What is the monetary threshold under Section 44ADA?

The presumptive taxation scheme of section 44ADA can be opted by eligible persons, if the total gross receipts do not exceed Rs 50 lakhs.

What is the manner of computation of taxable business income in case a person is adopting presumptive taxation scheme under section 44ADA?

In case of a person adopting the provisions of section 44ADA, income will be computed on presumptive basis @ 50% of the total gross receipts of the profession.

Who are eligible taxpayers who can claim presumptive taxation under Section 44AE?

Any taxpayer in the business of plying, hiring or leasing of goods carriages who owns not more than 10 goods carriages at any time during tax year can claim presumptive taxation under Section 44AE.

What is the manner of computation of taxable business income in case a person is adopting presumptive taxation scheme under section 44AE?

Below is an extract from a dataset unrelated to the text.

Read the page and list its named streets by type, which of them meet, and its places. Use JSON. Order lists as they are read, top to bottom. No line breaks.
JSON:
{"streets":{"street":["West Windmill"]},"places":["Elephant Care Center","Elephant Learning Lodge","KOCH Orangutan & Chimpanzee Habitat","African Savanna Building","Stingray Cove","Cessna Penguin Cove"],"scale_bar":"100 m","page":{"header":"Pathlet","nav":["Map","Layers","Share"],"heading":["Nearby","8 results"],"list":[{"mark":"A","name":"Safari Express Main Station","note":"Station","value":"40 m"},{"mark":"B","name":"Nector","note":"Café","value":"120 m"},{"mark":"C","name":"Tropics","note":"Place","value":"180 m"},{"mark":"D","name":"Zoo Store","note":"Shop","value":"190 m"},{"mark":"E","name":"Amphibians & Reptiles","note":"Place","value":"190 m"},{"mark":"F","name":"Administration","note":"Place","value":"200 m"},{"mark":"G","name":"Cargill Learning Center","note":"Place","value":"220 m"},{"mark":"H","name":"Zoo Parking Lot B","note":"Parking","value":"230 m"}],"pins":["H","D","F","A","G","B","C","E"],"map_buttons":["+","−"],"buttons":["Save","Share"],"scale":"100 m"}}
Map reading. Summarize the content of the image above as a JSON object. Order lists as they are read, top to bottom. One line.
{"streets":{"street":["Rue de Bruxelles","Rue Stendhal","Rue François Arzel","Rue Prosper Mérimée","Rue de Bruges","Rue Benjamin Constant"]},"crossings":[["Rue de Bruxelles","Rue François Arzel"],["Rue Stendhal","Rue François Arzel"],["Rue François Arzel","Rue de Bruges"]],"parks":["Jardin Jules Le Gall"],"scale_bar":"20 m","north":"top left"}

Prescribed / presumptive income shall be higher of:-

  • Rs 7500 per goods carriage for every month or part of the month during which the goods carriage is owned by the taxpayer in the tax year Or
  • Amount claimed to be actually earned

What deductions will not be available if one opts for presumptive taxation under section 44AD, section 44ADA or section 44AE?

No other deductions for business expenses which are normally allowed can be claimed for instance depreciation, rent, administrative expenses etc. Written down value of assets can be computed as if depreciation is and has always been claimed

No need to maintain books of account as prescribed under section 44AA if one opts for presumptive taxation under section 44AD, section 44ADA or section 44AE?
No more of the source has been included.